**TASK STATEMENT**
All of the entries are to be returned word for word.

(Stored data)

........

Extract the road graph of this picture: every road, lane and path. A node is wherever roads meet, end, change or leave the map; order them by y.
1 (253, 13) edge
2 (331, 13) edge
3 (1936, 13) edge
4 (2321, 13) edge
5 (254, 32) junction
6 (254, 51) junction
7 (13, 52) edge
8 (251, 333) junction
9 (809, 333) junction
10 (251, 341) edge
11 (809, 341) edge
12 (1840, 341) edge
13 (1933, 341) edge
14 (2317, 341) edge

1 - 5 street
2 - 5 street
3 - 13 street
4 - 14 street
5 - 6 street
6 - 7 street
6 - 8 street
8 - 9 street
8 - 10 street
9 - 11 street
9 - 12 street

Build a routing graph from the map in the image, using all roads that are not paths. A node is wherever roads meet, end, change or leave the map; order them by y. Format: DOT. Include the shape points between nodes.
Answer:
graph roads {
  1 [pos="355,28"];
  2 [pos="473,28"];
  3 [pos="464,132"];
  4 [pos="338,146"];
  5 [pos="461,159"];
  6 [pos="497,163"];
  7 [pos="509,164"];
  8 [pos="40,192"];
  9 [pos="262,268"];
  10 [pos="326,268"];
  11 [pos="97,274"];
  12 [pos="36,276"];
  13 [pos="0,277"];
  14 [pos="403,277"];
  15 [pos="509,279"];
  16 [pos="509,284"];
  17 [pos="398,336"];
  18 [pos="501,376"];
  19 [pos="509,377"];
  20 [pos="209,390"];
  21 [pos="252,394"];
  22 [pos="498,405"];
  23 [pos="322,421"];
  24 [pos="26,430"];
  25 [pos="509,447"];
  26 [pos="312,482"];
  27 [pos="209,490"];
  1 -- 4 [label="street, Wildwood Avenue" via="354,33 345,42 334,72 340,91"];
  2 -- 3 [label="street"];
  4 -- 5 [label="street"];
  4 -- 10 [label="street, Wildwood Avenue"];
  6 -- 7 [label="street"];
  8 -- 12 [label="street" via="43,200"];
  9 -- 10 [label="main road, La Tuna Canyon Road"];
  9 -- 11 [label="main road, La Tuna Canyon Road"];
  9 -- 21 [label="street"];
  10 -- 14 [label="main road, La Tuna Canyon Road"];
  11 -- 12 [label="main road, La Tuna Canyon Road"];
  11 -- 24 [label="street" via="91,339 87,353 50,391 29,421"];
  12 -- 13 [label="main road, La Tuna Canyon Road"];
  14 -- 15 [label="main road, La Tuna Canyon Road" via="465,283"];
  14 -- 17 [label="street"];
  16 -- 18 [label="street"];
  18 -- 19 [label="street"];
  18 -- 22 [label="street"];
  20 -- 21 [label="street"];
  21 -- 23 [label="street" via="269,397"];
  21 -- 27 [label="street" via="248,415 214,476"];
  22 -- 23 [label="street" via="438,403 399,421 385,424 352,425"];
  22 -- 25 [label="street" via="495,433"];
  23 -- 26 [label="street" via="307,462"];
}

........

**RESPONSE FOR THIS EXERCISE**
Extract the road graph of this picture: every road, lane and path. A node is wherever roads meet, end, change or leave the map; order them by y.
1 (253, 13) edge
2 (331, 13) edge
3 (1936, 13) edge
4 (2321, 13) edge
5 (254, 32) junction
6 (254, 51) junction
7 (13, 52) edge
8 (251, 333) junction
9 (809, 333) junction
10 (251, 341) edge
11 (809, 341) edge
12 (1840, 341) edge
13 (1933, 341) edge
14 (2317, 341) edge

1 - 5 street
2 - 5 street
3 - 13 street
4 - 14 street
5 - 6 street
6 - 7 street
6 - 8 street
8 - 9 street
8 - 10 street
9 - 11 street
9 - 12 street

Build a routing graph from the map in the image, using all roads that are not paths. A node is wherever roads meet, end, change or leave the map; order them by y. Format: DOT. Include the shape points between nodes.
Answer:
graph roads {
  1 [pos="355,28"];
  2 [pos="473,28"];
  3 [pos="464,132"];
  4 [pos="338,146"];
  5 [pos="461,159"];
  6 [pos="497,163"];
  7 [pos="509,164"];
  8 [pos="40,192"];
  9 [pos="262,268"];
  10 [pos="326,268"];
  11 [pos="97,274"];
  12 [pos="36,276"];
  13 [pos="0,277"];
  14 [pos="403,277"];
  15 [pos="509,279"];
  16 [pos="509,284"];
  17 [pos="398,336"];
  18 [pos="501,376"];
  19 [pos="509,377"];
  20 [pos="209,390"];
  21 [pos="252,394"];
  22 [pos="498,405"];
  23 [pos="322,421"];
  24 [pos="26,430"];
  25 [pos="509,447"];
  26 [pos="312,482"];
  27 [pos="209,490"];
  1 -- 4 [label="street, Wildwood Avenue" via="354,33 345,42 334,72 340,91"];
  2 -- 3 [label="street"];
  4 -- 5 [label="street"];
  4 -- 10 [label="street, Wildwood Avenue"];
  6 -- 7 [label="street"];
  8 -- 12 [label="street" via="43,200"];
  9 -- 10 [label="main road, La Tuna Canyon Road"];
  9 -- 11 [label="main road, La Tuna Canyon Road"];
  9 -- 21 [label="street"];
  10 -- 14 [label="main road, La Tuna Canyon Road"];
  11 -- 12 [label="main road, La Tuna Canyon Road"];
  11 -- 24 [label="street" via="91,339 87,353 50,391 29,421"];
  12 -- 13 [label="main road, La Tuna Canyon Road"];
  14 -- 15 [label="main road, La Tuna Canyon Road" via="465,283"];
  14 -- 17 [label="street"];
  16 -- 18 [label="street"];
  18 -- 19 [label="street"];
  18 -- 22 [label="street"];
  20 -- 21 [label="street"];
  21 -- 23 [label="street" via="269,397"];
  21 -- 27 [label="street" via="248,415 214,476"];
  22 -- 23 [label="street" via="438,403 399,421 385,424 352,425"];
  22 -- 25 [label="street" via="495,433"];
  23 -- 26 [label="street" via="307,462"];
}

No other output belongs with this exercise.